À l’occasion de la journée internationale pour l’élimination de la discrimination raciale de ce 22 mars 2025, une centaine de marches antiracistes étaient organisées à travers toute la France.
Mais de ce que pouvaient en montrer la télévision, ou les reportages dans la presse numérique, 90 % des 30 000 ou 100 000 participants sont des blancs antiracistes, qui viennent dire que ce n’est pas bien d’être raciste, probablement avec la mentalité d’Éric DUPONT-MORETTI : mais sans immigration, ma bonne dame, qui viendra faire le ménage ?
Alors même qu’un récent rapport de la Défenseure des droits livre quand même des chiffres qui font état d’une augmentation des discriminations raciales dans le monde du travail.
Là encore, est-ce que c’est parce que les gens parlent de plus en plus, là où les précédentes générations fermaient leur gueule ?

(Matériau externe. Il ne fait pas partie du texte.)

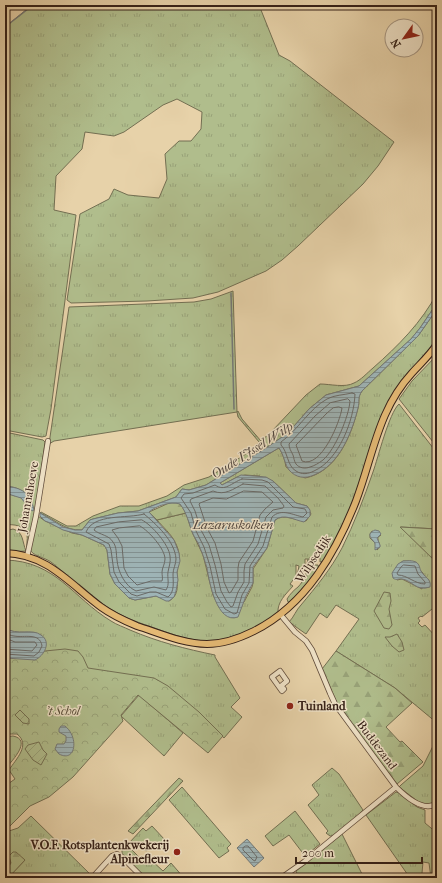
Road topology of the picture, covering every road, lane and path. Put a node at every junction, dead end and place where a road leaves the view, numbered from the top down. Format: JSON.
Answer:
{"nodes":[{"id":1,"x":437,"y":344,"type":"edge"},
{"id":2,"x":48,"y":441,"type":"dead end"},
{"id":3,"x":5,"y":553,"type":"edge"},
{"id":4,"x":27,"y":557,"type":"junction"},
{"id":5,"x":280,"y":614,"type":"junction"},
{"id":6,"x":396,"y":787,"type":"junction"},
{"id":7,"x":437,"y":803,"type":"edge"},
{"id":8,"x":92,"y":878,"type":"edge"},
{"id":9,"x":143,"y":878,"type":"edge"},
{"id":10,"x":281,"y":878,"type":"edge"}],
"edges":[{"from":1,"to":5,"type":"main road","name":"Wilpsedijk"},
{"from":2,"to":4,"type":"street","name":"Johannahoeve"},
{"from":3,"to":4,"type":"main road","name":"Wilpsedijk"},
{"from":4,"to":5,"type":"main road","name":"Wilpsedijk"},
{"from":5,"to":6,"type":"street","name":"Buddezand"},
{"from":6,"to":7,"type":"street","name":"Buddezand"},
{"from":6,"to":10,"type":"street"},
{"from":8,"to":9,"type":"street"}]}
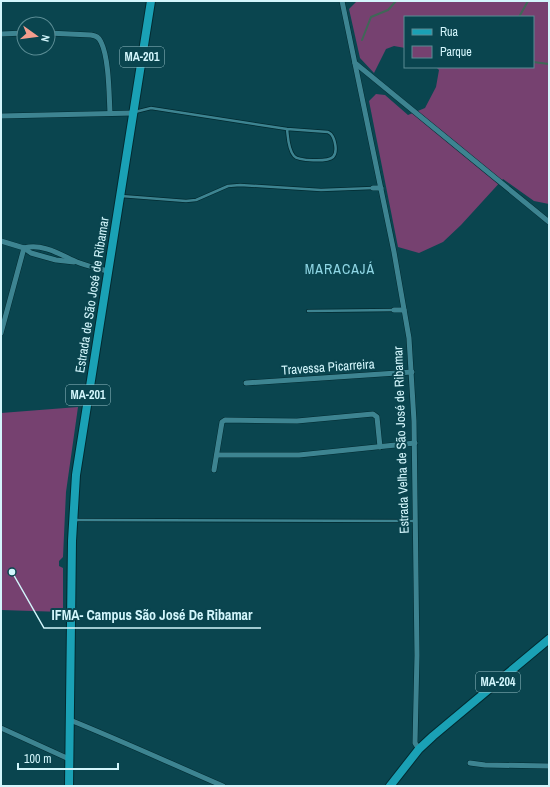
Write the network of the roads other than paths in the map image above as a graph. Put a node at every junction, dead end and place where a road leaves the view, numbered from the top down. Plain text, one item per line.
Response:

Ou est-ce que parce qu’il y a une vraie libération de la parole raciste, notamment sur les réseaux sociaux, ou typiquement au concert du Sidaction envers la jeune chanteuse Ebony ?
Moi, ce qui m’étonne toujours, est qu’on y voit donc pas, dans ces marches, les millions de « racisés » victimes de discrimination raciale, pour lesquels sont organisés ces rassemblements annuels.
À moins qu’elles ne soient qu’un prétexte, qui servent de fonds de commerce, à certains partis et organisations, qui se cherchent une raison d’exister et d’avoir bonne conscience ?
Chaque année, on entend que les victimes de discrimination raciale ont peur de se montrer et de se faire arrêter.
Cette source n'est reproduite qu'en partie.